Descriptions of the JSON keys that you can set in the body of Connect POST calls.
This reference is intended as a supplement to the Connect API Swagger documentation, which is available at http://<tamr_ip>:9100/docs
.
To reduce repetition, keys that are common across different file types, cloud storage providers, and either export or import are described only once. This reference repeats descriptions only when a difference exists based on the requirements of a specific type, provider, or target.
As a result, you may need to refer to several sections to find information about all of the keys that you can define in the body of a given POST call.
JDBC Keys
You include these JSON key:value pairs in the body of the following JDBC-specific requests:
- POST /jdbcIngest/batch
- POST jdbcIngest/execute
- POST /jdbcIngest/ingest
- POST /jdbcIngest/preview
- POST /jdbcIngest/profile
- POST /urlExport/jdbc
queryConfig Object
You include the queryConfig object in all JDBC calls.
Key | Description | Data Type |
---|---|---|
dbPassword | The username to use when authenticating to the data source | string |
dbUsername | The password to use when authenticating to the data source | string |
fetchSize | The number of records for the JDBC driver to retrieve at a time.
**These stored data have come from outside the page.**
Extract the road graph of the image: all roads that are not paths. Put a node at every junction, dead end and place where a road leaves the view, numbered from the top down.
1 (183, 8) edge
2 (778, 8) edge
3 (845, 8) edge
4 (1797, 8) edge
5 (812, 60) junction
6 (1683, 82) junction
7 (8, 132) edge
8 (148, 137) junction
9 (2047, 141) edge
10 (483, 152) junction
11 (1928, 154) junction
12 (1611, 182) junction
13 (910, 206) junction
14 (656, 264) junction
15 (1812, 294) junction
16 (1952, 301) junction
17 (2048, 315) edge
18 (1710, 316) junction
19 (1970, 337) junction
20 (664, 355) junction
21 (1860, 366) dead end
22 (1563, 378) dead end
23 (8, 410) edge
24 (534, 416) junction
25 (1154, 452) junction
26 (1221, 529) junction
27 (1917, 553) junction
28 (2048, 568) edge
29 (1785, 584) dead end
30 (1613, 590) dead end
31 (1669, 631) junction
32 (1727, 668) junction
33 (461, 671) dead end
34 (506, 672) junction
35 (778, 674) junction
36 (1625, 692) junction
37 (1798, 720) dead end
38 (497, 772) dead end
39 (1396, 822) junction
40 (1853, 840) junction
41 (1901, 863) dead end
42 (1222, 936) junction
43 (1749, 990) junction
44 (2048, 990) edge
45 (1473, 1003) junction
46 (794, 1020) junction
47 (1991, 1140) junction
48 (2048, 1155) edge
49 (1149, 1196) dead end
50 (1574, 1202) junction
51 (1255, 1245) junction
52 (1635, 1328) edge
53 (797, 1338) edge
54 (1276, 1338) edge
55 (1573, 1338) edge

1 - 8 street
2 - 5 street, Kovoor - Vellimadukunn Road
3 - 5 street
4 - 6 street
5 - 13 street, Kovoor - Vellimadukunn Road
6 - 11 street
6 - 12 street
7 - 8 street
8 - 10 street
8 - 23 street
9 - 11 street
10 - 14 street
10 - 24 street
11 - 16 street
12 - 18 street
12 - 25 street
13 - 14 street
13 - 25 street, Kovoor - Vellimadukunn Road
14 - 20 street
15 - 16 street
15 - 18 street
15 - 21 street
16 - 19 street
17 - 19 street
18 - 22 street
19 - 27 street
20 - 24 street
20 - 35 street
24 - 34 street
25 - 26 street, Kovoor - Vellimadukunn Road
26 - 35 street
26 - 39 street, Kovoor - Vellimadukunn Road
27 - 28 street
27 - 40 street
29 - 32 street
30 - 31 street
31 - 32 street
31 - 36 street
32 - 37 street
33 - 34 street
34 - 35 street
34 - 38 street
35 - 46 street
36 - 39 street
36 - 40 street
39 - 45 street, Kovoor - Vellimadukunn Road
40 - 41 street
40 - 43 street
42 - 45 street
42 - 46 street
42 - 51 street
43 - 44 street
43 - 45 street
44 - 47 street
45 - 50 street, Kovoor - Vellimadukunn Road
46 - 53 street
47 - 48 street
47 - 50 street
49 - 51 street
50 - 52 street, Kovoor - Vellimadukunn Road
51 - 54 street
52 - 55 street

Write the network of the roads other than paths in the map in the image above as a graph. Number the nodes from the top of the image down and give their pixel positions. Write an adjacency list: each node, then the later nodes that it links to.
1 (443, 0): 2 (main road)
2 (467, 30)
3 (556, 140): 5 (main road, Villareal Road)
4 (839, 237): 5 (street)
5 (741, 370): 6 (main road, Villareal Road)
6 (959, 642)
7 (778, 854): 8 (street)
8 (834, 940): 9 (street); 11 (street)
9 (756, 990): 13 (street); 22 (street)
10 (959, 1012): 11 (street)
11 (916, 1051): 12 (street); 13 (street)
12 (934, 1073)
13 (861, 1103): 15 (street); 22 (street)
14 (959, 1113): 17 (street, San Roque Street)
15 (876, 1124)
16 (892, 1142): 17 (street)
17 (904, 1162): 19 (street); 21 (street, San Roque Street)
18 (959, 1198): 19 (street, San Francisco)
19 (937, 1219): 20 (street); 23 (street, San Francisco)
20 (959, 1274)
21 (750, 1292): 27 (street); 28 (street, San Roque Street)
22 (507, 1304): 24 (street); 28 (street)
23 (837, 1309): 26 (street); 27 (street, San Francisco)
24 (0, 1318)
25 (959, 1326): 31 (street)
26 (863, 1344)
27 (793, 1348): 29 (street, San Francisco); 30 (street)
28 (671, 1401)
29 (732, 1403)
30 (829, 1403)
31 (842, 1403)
Can be adjusted to improve read performance at the expense of memory consumption. | int |
jdbcUrl | The location and the type of the data source using MySQL connection URL syntax. See Connection URL Syntax in the Oracle documentation.
|
string |
Keys for JDBC Import Only
The following keys apply to calls from one or more of the jdbcIngest endpoints only.
Key | Description | Data Type |
---|---|---|
queryTargetList | Applies to jdbcIngest/batch only.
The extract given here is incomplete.